Sleep – Hebrew:  yishenah – sleep, to repeat, to change, to understand, divine revelation.
Song of Solomon 5:2 “I sleep but my heart is awake, it is the voice of my beloved that knocks.”
The word Yishenah comes from two possible root words.  The first is Yishen which simply means to sleep.  The second is often overlooked by Christians as it does not seem to fit the context, yet for the ancient sages it fits very well.  The second root word is “Shanah” which is the same root word for Shannah in Rosh Hashannah.  Shanah means to do over again and again; it is also means year, and change and new beginnings.  In its most primitive form it expresses the idea of divine revelation, peace and the power of God.
The word is spelled Shin (completeness, wholeness), Nun (moving forward) and Hei (the presence of God).  Esoterically the word sleep has the idea of God completing us, making us whole so we can move forward with His presence during the day.  This is how the ancient Jewish sages viewed sleep, it was a time for God to complete us and make us whole so that we could move forward in the new day with His presence.
If God has limited man to just 120 years on earth, why did He create us to spend one-third or forty of those years in an unconscious state?  The ancient sages teach that it is only our physical natural bodies that are unconscious; the spiritual part remains awake and allows God to share His heart with ours while we are sleep.  However, God does not live in time, he lives in the past, present and future so if He shares His heart with us during our sleep, we know what He knows including the future.  That is why prophets received their Word from God in dreams.  That is why we forget our dreams or they take on symbolic meanings because some knowledge we receive in this union of hearts would be too painful for us.
“I sleep but my heart is awake” is a very sweet romantic phrase which carries very deep spiritual insight.  The lover may be asleep but her heart is awake, waiting for that knock at the door of her heart.  Her lover is off in a palace, she is in her simple home, yet she believes even separated by many miles or even in the same bed that while they are asleep the physical barriers are knocked down and her beloved can knock on the door of her heart and whether in the same room or the same bed, their hearts can still embrace while they are asleep.
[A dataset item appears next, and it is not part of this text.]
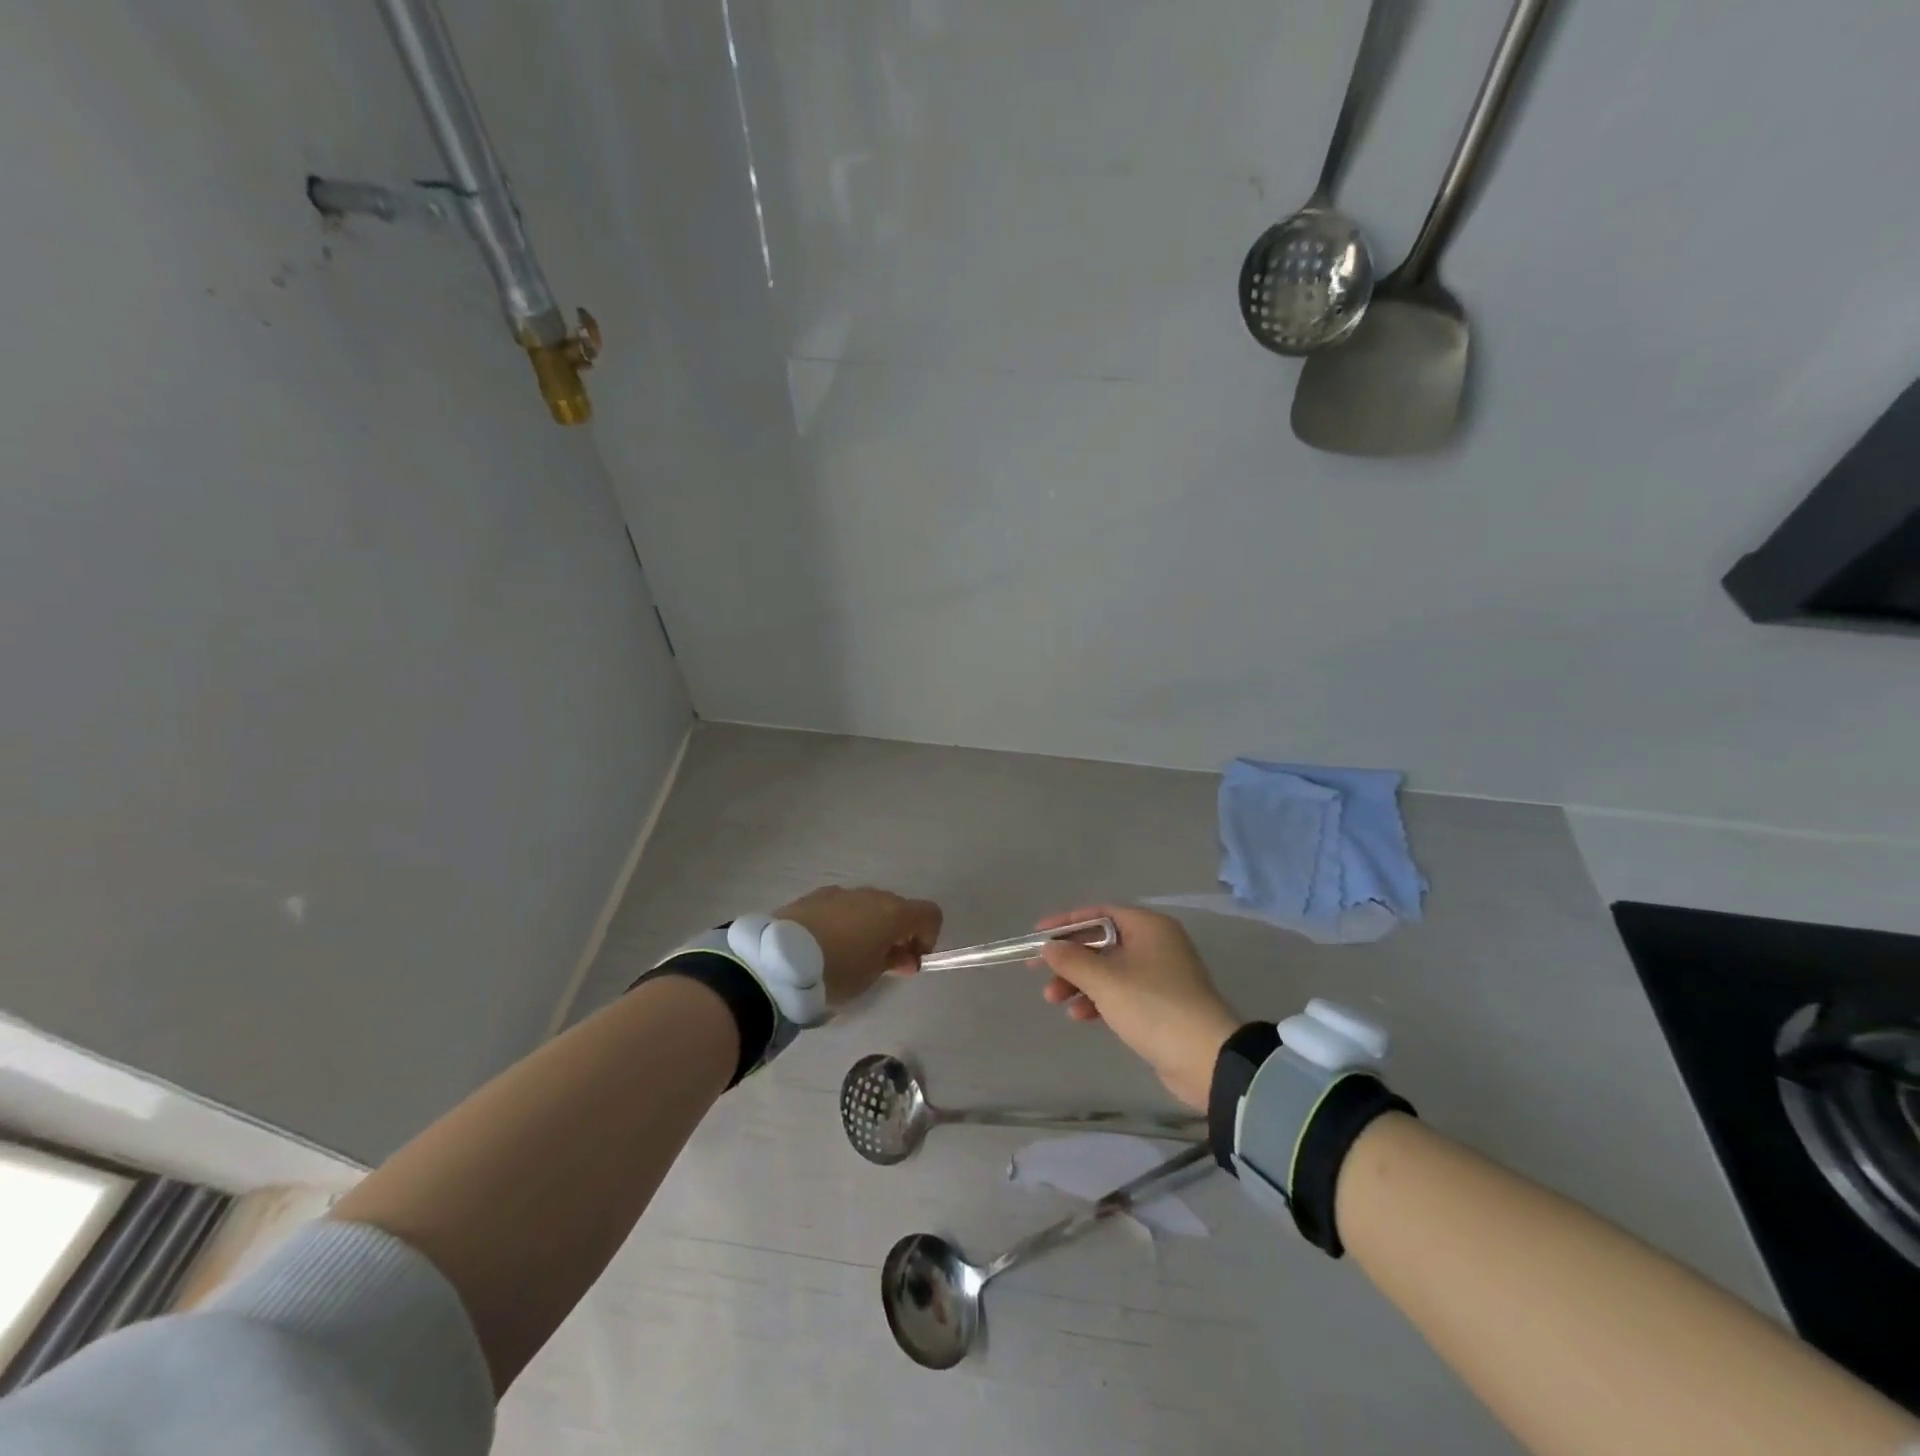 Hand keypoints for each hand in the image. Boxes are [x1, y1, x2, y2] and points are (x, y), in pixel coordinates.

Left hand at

When we are asleep, the physical part of us, that part filled with the cares of this world, our lust, our fleshly desires are out for the count and our hearts stand open and vulnerable to the influence of spiritual forces.  Fill your wide awake heart with a movie of zombies and vampires and the enemy will come knocking at the door of your heart.  Fill your heart with the Word of God and praise before going off to the land of nod and it is Jesus who comes knocking at the door of your heart.  Which heart does yours embrace the enemies (nightmares) or the loving Father’s heart (sweet dreams)?